Back in December, I wrote about the problems faced by the controversial Ilisu dam project in southeast Turkey, especially after its main financial backers -- Germany, Austria and Switzerland -- suspended credit guarantees for the project. Now the countries have announced that they are pulling out of the dam project completely. From Reuters:
Three Western export credit insurers quit Turkey's planned Ilisu dam on the Tigris River on Tuesday because it is failing World Bank environmental and heritage standards, throwing the 1.2 billion euro ($1.68 billion) project into doubt.

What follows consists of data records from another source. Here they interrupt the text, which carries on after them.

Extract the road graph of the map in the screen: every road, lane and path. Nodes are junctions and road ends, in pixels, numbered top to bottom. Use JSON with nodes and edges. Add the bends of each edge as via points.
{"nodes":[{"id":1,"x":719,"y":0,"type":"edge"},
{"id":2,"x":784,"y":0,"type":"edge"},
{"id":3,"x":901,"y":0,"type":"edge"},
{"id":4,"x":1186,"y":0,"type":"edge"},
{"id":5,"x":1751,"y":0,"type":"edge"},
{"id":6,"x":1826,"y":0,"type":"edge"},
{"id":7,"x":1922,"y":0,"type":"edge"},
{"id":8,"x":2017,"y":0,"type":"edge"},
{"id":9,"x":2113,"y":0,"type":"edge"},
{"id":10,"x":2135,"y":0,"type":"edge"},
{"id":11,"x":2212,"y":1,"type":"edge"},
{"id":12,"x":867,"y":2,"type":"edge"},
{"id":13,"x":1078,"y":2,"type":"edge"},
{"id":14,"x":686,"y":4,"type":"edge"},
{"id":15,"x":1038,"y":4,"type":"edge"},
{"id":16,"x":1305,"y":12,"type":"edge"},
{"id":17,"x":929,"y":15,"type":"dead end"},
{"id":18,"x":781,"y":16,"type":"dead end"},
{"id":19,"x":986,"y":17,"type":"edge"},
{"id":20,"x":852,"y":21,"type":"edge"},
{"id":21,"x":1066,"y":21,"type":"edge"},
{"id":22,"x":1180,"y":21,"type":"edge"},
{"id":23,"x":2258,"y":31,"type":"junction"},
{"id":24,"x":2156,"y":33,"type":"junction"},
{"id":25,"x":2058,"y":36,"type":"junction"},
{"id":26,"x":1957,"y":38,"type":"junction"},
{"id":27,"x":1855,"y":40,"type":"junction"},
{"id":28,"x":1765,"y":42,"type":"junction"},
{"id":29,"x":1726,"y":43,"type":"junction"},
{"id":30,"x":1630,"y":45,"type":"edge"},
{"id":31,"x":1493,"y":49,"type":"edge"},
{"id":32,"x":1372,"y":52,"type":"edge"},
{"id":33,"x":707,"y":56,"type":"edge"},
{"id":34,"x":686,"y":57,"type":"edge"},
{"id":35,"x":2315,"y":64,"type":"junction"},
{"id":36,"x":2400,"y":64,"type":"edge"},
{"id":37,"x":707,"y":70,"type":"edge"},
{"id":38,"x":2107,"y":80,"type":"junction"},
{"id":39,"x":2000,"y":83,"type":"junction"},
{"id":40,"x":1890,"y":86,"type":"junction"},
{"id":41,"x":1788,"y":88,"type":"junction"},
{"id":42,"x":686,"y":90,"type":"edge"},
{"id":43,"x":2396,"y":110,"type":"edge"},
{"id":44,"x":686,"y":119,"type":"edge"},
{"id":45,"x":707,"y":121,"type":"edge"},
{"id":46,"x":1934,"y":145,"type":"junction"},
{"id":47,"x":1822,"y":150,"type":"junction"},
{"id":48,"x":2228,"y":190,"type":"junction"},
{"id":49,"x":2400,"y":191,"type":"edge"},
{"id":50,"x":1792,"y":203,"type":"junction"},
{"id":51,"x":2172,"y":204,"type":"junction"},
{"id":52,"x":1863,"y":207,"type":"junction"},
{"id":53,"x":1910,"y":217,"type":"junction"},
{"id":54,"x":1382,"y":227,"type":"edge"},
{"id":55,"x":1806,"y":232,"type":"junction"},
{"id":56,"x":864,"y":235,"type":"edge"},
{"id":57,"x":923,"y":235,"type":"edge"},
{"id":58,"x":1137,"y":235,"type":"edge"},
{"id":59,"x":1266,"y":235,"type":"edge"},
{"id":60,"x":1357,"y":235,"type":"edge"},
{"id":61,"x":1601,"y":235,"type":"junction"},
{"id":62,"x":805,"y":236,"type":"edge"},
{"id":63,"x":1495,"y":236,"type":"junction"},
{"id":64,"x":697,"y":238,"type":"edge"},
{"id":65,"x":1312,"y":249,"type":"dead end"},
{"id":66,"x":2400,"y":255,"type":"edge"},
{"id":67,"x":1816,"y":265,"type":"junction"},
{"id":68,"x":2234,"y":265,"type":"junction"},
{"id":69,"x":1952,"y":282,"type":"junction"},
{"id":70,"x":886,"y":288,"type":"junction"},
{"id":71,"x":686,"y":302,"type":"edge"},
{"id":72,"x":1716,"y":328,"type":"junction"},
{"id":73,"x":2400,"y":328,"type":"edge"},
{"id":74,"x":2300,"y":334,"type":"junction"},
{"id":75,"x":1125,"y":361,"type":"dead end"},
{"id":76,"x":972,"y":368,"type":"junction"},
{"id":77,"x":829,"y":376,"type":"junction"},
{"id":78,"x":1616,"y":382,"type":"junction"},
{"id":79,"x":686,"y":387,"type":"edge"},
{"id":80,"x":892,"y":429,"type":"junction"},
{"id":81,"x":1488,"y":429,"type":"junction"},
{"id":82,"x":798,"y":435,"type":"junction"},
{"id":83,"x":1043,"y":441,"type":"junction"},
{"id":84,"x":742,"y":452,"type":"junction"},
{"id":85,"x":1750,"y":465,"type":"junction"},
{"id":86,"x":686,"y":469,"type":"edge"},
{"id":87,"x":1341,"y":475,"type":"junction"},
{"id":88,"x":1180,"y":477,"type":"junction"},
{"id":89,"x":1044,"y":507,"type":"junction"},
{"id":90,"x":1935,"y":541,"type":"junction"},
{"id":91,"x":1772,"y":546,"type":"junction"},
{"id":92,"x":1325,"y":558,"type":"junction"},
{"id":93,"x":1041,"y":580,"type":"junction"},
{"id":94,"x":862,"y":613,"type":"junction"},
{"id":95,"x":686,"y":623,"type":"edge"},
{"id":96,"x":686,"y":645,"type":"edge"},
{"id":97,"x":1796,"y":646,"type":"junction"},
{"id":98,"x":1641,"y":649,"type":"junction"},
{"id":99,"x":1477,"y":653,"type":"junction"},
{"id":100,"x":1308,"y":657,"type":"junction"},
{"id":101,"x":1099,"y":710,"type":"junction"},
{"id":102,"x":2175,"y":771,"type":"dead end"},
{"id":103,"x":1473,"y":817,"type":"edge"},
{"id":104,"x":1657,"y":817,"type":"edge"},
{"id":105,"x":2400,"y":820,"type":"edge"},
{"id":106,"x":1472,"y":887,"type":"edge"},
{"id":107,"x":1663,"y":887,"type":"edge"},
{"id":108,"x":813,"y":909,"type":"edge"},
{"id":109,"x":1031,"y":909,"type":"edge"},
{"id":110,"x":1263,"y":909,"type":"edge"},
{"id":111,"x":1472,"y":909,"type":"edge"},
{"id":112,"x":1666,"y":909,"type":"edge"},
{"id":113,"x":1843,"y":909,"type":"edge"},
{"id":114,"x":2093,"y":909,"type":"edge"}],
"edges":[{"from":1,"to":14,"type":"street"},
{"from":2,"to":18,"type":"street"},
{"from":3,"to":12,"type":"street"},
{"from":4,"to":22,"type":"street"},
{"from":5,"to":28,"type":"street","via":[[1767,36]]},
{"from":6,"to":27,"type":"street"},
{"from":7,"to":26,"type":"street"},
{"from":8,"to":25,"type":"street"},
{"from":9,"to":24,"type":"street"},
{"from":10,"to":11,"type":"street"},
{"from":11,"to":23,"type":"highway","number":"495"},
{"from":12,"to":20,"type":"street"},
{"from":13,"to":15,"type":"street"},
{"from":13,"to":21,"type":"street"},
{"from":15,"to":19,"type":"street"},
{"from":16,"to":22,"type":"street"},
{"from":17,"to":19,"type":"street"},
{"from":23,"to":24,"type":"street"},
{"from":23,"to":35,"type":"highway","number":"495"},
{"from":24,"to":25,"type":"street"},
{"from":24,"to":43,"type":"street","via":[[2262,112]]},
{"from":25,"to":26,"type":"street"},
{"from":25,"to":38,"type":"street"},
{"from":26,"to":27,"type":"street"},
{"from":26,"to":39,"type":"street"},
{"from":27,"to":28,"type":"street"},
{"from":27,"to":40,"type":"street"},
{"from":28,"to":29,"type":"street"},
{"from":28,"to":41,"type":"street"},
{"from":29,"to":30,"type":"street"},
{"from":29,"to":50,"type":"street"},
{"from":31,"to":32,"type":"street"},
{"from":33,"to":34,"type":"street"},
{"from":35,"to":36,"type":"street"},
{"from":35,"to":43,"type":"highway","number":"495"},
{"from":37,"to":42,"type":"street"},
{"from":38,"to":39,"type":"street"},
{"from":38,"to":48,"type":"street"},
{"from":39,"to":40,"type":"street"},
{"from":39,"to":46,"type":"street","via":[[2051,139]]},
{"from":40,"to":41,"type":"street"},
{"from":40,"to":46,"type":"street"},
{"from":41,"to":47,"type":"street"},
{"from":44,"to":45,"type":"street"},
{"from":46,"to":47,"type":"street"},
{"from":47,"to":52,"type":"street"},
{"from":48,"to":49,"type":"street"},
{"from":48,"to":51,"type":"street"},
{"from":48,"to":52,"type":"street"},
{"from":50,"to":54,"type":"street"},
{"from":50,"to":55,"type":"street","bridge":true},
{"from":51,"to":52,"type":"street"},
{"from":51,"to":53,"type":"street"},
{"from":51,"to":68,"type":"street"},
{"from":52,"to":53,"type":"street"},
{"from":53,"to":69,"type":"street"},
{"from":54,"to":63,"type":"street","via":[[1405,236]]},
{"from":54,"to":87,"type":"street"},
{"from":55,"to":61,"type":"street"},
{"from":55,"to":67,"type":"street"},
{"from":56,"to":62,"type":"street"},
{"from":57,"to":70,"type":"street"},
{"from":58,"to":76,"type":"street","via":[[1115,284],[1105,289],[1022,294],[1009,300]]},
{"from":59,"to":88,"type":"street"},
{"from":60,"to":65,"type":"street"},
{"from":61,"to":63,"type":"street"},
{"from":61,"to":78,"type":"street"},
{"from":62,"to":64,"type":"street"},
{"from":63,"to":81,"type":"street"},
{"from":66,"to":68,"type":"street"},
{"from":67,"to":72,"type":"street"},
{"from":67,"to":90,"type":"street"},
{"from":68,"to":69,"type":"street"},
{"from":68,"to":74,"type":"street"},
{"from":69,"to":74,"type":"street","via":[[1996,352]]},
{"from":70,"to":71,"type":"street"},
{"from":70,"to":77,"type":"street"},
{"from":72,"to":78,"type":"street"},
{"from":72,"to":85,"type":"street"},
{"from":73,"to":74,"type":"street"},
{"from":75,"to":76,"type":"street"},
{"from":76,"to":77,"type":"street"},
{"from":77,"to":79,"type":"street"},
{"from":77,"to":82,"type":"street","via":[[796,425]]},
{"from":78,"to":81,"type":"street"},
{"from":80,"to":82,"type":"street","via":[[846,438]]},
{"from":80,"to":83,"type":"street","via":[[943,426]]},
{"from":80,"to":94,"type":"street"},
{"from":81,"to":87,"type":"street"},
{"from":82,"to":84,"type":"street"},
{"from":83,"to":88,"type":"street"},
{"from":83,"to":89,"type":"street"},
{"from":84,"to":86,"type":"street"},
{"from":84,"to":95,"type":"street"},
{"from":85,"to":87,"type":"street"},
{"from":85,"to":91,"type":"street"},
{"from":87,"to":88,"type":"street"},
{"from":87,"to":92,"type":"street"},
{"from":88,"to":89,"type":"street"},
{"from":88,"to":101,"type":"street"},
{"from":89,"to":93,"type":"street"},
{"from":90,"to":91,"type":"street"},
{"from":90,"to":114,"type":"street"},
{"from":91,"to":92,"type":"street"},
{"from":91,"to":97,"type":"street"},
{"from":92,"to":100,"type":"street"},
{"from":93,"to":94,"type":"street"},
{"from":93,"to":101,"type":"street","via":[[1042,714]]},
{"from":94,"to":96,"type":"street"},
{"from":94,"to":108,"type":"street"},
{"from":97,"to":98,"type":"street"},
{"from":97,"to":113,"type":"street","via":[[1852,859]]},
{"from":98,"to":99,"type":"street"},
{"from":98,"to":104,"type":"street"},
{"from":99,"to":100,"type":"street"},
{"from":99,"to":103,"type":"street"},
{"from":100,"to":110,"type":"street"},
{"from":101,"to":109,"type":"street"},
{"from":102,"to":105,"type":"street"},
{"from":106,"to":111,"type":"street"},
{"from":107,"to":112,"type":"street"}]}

The dam is due to provide 3.8 billion kilowatt hours of electricity a year and help wean Turkey off reliance on energy imports. But it will also swallow up more than 80 villages and hamlets by the time of its planned completion in 2013.
Work on the project was halted in December when the three insurers -- Euler Hermes Kreditversicherung of Germany, Austria's Oesterreichische Kontrollbank and Swiss Schweizerische Exportrisikoversicherung -- ordered suppliers to stop working on the dam for 180 days.
"The agreed contractual conditions regarding the environment, cultural heritage and relocation could not be fulfilled," the insurers, which were providing credit guarantees for the German, Austrian and Swiss suppliers, said in a joint statement.
You can read the full article here.
Environment minister, Veysel Eroglu, said a few days ago that work on Ilisu would continue even without foreign backing, but it's not clear if Turkey has the financial or technical resources to build a dam like this. This latest news may not mean the end of the Ilisu project, but it certainly will delay its construction in a meaningful way.
For more background about the Ilisu dam project and the wider issue of water management in the southeast, take a look at this article I wrote last year for Eurasianet.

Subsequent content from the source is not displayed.